The AI company Perplexity is complaining their bots can't bypass Cloudflare's firewall
-
This post did not contain any content.
I can’t get over their CEO that looks like a nine year old. Not sure what it is about him
-
Just buy cloudflare duh
The anti-AI shield and bot-fight mode are free, you don't need to pay anything to use them.
-
Fuck that. I don't need prosecutors and the courts to rule that accessing publicly available information in a way that the website owner doesn't want is literally a crime. That logic would extend to ad blockers and editing HTML/js in an "inspect element" tag.
That logic would not extend to ad blockers, as the point of concern is gaining unauthorized access to a computer system or asset.
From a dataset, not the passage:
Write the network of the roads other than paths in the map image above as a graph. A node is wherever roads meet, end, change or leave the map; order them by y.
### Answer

Blocking ads would not be considered gaining unauthorized access to anything. In fact it would be the opposite of that.
-
Cloudflare runs as a CDN/cache/gateway service in front of a ton of websites. Their service is to help protect against DDOS and malicious traffic.
A few weeks ago cloudflare announced they were going to block AI crawling (good, in my opinion). However they also added a paid service that these AI crawlers can use, so it actually becomes a revenue source for them.
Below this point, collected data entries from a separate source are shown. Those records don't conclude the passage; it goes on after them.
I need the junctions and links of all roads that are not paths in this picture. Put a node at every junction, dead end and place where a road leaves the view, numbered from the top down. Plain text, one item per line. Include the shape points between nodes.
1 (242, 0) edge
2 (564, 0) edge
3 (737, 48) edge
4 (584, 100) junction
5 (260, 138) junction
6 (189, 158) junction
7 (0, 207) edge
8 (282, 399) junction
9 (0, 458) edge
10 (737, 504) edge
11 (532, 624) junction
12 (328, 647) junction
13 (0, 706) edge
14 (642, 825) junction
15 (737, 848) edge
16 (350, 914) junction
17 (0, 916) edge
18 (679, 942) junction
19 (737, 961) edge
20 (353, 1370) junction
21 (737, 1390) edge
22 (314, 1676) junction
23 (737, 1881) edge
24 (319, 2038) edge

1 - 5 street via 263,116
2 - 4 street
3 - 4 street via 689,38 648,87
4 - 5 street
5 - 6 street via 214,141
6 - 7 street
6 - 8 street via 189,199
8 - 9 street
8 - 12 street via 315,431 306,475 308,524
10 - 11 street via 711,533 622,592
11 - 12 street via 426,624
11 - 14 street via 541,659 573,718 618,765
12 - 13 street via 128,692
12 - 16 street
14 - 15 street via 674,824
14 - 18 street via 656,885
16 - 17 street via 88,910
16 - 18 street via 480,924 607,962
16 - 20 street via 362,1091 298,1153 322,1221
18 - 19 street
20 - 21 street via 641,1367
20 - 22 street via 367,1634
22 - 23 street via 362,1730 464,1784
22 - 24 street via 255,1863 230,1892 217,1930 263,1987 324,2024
This is a response to that from Perplexity who run an AI search company. I don’t actually know how their service works, but they were specifically called out in the announcement and Cloudflare accused them of “stealth scraping” and ignoring robots.txt and other things.
It should be pointed out that Cloudflare didn't say they were going to block AI traffic, they give you the option to. The service is a free opt-in for people who want it.
-
This post did not contain any content.
rare cloudflare w
-
On the flip side, most websites are so ad-ridden these days a reader mode or other summary tool is almost required for normal browsing. Not saying that AI is the right move, but I can understand not wanting to visit the actual page any more.
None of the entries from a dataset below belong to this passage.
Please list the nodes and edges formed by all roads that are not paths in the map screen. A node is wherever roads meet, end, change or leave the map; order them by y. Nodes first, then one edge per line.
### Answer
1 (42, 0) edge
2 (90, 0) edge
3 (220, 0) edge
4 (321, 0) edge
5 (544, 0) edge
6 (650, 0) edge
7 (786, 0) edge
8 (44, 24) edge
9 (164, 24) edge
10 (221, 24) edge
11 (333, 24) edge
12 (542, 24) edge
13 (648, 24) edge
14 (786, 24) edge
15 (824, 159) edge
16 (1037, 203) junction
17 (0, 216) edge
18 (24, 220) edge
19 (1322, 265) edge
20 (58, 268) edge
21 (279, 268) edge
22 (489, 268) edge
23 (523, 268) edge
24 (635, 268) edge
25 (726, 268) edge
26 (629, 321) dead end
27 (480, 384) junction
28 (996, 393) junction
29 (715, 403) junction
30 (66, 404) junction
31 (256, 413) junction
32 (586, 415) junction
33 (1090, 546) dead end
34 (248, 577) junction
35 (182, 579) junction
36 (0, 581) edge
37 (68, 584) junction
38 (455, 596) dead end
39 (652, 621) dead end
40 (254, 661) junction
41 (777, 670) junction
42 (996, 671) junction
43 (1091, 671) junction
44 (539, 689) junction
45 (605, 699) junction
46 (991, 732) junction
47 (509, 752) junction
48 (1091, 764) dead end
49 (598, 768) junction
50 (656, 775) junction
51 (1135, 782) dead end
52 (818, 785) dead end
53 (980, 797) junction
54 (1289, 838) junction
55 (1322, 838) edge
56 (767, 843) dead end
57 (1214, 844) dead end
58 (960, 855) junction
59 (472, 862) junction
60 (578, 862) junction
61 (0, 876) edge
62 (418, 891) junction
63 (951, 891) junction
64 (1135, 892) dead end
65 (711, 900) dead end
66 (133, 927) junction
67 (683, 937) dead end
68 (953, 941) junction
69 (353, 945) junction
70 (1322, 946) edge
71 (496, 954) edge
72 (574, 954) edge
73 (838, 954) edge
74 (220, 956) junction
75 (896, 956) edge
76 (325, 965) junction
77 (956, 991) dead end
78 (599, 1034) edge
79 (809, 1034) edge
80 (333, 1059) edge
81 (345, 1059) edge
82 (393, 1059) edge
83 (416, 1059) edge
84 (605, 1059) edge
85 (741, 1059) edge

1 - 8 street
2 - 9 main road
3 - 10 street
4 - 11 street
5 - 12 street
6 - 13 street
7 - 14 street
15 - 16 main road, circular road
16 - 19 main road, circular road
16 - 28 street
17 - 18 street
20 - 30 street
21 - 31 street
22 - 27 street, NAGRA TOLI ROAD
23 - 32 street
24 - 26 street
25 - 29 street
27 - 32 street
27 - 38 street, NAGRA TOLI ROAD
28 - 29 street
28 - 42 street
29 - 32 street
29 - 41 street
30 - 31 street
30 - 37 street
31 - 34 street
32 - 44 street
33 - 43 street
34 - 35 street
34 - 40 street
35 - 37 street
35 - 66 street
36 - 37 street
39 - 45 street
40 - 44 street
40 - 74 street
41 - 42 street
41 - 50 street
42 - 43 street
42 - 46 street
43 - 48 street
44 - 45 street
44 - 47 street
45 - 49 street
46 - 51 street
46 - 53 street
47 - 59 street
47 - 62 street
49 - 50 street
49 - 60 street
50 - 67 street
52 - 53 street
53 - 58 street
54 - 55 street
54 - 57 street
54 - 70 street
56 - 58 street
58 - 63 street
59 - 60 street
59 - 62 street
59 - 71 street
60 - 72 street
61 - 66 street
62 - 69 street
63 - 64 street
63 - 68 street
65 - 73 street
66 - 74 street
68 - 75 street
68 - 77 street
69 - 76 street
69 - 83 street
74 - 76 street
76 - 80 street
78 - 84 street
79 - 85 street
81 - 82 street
Maybe I missed something, but ublock still works very fine for me, even on mobile. And running a pihole, while not trivial, also takes care of some ad traffic. Firefox coems with a reader mode (a feature I really like even with the adblockers!).
So why do people not want to visit pages anymore, if all these tools already existed?
-
The amount of people just reacting to the headline in the comments on these kinds of articles is always surprising.
Your browser acts as an agent too, you don’t manually visit every script link, image source and CSS file. Everyone has experienced how annoying it is to have your browser be targeted by Cloudflare.
There’s a pretty major difference between a human user loading a page and having it summarized and a bot that is scraping 1500 pages/second.
Cheering for Cloudflare to be the arbiter of what technologies are allowed is incredibly short sighted. They exist to provide their clients with services, including bot mitigation. But a user initiated operation isn’t the same as a bot.
Which is the point of the article and the article’s title.
It isn’t clear why OP had to alter the headline to bait the anti-ai crowd.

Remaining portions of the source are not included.